1. An accessible, well-written book with a touch of humor that tackles some of the most important philosophical questions, such as: What is reality? Why is life worth living? What is reality and how can we know it? What makes actions right or wrong?
2. Great use of the most current scientific evidence and theories to answer the aforementioned profound questions.
3. A very fair and reasonable approach throughout the book. The author does a wonderful job of conveying what we do know versus what remains to be known, in other words a sound scientific approach.
4. An enlightening book indeed. Lucid arguments backed by sound scientific research and Mr. Thagard has the innate ability of pulling everything together in a coherent manner.
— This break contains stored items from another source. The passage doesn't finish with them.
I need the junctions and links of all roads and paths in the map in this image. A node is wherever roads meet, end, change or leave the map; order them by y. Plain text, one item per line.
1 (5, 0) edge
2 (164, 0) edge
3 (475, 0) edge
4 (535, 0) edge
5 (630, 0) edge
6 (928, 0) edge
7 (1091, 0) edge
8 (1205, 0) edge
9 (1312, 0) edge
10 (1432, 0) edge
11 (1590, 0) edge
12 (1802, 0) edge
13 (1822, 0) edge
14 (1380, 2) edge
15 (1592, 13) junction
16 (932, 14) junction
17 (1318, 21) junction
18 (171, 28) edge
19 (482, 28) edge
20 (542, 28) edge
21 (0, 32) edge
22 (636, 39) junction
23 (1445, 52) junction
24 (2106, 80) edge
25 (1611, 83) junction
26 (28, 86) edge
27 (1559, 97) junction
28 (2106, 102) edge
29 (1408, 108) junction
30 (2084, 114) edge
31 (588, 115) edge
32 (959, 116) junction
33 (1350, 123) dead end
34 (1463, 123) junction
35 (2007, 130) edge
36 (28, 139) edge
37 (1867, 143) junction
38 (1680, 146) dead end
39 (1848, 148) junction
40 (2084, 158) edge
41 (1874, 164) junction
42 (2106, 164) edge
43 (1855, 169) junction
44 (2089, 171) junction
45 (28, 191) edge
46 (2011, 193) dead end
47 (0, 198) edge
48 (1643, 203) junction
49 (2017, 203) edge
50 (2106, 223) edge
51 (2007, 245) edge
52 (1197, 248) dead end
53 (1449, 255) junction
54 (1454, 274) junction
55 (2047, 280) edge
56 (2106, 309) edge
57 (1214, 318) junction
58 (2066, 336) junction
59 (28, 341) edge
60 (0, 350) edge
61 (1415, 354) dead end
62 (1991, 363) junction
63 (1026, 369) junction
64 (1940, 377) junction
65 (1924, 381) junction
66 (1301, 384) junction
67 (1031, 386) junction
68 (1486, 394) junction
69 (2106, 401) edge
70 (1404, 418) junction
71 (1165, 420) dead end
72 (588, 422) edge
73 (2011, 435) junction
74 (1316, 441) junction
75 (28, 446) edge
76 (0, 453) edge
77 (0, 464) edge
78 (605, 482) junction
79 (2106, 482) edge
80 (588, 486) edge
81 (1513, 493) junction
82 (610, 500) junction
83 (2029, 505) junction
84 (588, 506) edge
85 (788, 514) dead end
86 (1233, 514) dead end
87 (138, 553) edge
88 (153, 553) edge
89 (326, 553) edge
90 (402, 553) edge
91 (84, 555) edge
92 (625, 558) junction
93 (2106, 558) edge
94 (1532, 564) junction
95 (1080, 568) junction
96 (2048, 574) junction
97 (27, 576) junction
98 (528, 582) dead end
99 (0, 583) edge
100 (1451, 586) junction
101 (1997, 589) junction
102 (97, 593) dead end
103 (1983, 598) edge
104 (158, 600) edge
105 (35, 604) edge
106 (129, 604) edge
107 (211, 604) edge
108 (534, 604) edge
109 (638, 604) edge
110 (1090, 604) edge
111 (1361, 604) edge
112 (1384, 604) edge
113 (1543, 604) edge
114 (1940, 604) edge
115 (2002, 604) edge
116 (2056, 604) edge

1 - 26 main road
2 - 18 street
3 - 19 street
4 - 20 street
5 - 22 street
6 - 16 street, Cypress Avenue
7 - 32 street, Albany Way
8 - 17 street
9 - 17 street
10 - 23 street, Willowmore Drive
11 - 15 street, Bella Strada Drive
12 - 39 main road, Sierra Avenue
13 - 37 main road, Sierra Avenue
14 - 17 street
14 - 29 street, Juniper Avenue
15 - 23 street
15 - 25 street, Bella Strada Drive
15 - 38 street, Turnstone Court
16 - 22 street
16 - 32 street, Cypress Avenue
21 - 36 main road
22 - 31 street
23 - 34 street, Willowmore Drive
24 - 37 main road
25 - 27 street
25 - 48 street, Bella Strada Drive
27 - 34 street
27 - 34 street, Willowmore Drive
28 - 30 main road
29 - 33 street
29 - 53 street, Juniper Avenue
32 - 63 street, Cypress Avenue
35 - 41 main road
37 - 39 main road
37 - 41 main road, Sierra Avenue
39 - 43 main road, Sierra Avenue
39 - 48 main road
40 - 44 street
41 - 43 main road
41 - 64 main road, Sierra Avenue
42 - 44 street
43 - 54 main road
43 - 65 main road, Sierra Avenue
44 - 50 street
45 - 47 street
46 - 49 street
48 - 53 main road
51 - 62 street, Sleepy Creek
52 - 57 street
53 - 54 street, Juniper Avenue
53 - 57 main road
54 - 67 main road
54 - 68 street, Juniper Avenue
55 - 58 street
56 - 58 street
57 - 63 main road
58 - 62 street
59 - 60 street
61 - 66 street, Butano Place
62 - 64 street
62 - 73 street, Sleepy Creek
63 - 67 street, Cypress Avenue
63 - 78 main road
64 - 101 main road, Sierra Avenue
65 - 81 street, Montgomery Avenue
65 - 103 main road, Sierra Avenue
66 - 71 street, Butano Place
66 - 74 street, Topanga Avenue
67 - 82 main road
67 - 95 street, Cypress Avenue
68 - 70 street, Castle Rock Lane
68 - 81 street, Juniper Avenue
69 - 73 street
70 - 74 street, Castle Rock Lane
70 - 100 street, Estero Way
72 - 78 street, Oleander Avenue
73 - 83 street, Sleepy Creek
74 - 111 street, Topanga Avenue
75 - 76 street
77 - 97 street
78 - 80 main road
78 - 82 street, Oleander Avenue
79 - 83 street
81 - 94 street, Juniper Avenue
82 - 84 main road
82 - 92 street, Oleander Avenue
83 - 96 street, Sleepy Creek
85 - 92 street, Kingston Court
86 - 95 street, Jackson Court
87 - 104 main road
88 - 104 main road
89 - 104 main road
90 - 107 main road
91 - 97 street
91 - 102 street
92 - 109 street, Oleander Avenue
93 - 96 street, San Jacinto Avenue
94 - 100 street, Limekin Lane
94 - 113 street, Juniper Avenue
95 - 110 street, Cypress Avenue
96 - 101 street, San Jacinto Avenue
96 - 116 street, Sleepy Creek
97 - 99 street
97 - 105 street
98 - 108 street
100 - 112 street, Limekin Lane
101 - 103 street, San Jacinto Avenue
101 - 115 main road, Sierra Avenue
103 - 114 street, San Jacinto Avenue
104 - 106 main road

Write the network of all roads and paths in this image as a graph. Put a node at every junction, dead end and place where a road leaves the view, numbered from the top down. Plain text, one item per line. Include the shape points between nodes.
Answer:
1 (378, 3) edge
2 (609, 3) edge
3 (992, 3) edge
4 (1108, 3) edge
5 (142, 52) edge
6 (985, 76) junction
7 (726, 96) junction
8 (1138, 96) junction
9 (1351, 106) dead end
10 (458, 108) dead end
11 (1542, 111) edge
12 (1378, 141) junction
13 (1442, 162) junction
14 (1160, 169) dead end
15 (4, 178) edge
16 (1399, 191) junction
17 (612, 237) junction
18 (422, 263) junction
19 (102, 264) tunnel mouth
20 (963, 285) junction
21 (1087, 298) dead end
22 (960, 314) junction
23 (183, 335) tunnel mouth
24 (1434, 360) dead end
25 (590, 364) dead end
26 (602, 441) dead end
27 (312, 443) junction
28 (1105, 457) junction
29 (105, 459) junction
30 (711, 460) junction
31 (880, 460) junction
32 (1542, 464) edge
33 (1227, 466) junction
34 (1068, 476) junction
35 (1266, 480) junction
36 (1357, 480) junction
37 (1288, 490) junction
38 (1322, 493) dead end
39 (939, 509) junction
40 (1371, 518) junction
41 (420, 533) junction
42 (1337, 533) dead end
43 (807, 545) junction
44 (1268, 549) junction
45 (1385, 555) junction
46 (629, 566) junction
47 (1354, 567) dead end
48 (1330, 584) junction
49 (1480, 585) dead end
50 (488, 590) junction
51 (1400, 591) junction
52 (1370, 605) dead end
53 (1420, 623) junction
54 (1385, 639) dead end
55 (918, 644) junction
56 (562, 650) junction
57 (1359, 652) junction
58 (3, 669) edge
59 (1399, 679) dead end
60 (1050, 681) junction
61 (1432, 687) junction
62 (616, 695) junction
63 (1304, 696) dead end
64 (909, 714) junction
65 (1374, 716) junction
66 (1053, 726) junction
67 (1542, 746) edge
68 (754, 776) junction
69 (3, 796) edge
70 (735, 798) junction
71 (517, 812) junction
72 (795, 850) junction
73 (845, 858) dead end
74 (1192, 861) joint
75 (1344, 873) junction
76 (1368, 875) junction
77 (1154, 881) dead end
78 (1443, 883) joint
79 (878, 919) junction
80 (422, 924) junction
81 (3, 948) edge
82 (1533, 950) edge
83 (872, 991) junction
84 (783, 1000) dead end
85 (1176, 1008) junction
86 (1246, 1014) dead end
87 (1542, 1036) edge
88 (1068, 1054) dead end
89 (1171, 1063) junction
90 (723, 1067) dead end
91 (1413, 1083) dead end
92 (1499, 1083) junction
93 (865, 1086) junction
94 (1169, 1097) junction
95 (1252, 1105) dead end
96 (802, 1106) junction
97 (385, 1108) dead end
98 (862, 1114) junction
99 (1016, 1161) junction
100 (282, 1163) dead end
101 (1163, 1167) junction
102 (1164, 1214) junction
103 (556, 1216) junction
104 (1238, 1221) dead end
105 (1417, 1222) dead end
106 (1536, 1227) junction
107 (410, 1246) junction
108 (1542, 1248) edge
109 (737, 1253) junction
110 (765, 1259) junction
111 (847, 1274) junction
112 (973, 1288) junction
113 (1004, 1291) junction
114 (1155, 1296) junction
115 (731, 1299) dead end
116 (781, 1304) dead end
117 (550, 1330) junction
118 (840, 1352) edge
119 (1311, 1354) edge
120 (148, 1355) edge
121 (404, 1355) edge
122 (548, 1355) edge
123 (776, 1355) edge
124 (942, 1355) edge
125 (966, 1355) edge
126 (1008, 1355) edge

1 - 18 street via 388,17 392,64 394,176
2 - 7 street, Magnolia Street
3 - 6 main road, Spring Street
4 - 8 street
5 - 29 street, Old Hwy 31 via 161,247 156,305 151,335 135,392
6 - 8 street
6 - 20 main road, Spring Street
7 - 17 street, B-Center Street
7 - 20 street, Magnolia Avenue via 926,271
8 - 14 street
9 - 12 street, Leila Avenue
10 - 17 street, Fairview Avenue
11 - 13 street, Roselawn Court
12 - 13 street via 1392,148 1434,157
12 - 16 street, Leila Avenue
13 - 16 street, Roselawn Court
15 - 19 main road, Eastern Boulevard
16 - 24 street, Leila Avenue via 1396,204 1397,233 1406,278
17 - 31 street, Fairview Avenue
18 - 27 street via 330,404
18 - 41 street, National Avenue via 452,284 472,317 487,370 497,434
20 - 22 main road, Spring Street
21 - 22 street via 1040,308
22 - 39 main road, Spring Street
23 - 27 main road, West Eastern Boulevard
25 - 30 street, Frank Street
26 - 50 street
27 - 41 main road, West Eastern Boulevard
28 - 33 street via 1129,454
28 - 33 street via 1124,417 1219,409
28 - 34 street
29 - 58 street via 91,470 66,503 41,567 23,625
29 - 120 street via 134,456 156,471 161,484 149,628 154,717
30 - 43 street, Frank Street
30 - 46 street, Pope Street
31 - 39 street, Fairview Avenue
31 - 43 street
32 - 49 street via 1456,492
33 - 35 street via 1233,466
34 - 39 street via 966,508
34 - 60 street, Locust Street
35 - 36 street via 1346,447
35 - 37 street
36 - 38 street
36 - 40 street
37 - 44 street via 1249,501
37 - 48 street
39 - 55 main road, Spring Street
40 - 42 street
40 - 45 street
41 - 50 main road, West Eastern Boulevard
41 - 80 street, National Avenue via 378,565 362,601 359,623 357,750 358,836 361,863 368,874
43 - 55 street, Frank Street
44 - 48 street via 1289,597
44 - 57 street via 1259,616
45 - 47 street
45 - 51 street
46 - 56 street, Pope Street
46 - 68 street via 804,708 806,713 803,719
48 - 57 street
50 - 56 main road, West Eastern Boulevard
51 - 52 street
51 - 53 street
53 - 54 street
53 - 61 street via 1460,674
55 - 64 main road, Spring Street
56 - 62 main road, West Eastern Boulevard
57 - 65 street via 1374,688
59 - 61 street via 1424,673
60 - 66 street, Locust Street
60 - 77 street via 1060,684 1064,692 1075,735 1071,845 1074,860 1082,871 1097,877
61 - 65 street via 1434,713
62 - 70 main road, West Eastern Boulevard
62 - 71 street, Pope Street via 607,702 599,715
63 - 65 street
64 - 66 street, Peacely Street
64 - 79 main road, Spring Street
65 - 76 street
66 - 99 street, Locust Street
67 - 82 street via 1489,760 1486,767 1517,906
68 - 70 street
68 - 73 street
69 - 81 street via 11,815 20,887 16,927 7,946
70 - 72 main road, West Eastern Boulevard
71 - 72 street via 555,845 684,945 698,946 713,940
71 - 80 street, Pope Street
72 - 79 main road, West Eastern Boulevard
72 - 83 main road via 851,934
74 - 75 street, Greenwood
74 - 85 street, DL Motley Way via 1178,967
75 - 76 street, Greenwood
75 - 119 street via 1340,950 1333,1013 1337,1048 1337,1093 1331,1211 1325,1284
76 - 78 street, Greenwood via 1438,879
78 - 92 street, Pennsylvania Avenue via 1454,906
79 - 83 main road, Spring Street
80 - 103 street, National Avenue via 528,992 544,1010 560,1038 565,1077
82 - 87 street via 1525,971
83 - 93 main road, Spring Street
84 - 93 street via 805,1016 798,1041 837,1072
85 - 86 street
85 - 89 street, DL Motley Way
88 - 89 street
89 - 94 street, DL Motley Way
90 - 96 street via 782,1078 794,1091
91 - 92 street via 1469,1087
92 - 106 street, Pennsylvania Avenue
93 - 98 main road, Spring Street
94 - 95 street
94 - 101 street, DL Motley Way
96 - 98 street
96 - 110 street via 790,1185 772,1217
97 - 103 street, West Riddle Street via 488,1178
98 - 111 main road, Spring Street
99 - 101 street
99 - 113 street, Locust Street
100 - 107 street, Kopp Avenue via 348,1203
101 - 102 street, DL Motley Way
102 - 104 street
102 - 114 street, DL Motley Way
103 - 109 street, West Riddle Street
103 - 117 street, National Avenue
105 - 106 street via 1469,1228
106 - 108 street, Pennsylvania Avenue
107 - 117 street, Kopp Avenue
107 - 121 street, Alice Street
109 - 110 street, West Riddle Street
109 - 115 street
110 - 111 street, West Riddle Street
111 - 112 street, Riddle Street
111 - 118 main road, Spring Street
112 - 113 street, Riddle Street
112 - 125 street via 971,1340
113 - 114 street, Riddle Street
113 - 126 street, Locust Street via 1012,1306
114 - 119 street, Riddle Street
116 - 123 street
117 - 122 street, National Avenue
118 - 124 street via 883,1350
5. Why evidence-based arguments are superior to faith-based arguments, an excellent chapter.
6. Compelling defense of why "inference to best explanation" is the best approach to determine the best explanation.
7. How science works.
8. A sound materialist approach to the brain. The mind is what the brain does.
9. Fascinating tidbits and facts throughout.
10. There is no scientific evidence for the soul, "soul" get used to it.
11. We admit enough to say state that conscious experience within the scope of causal explanation is still provisional but plausible. Science is indeed driven by doubt.
12. Mind-brain identity hypothesis stands out.
13. Inferences as neural processes.
14. Brain functions in perception supports constructive realism over empiricism and idealism.
15. Scientific theories as a more reliable guide to reality.
16. Great quotes abound. "Wisdom without knowledge is empty, but knowledge without wisdom is blind."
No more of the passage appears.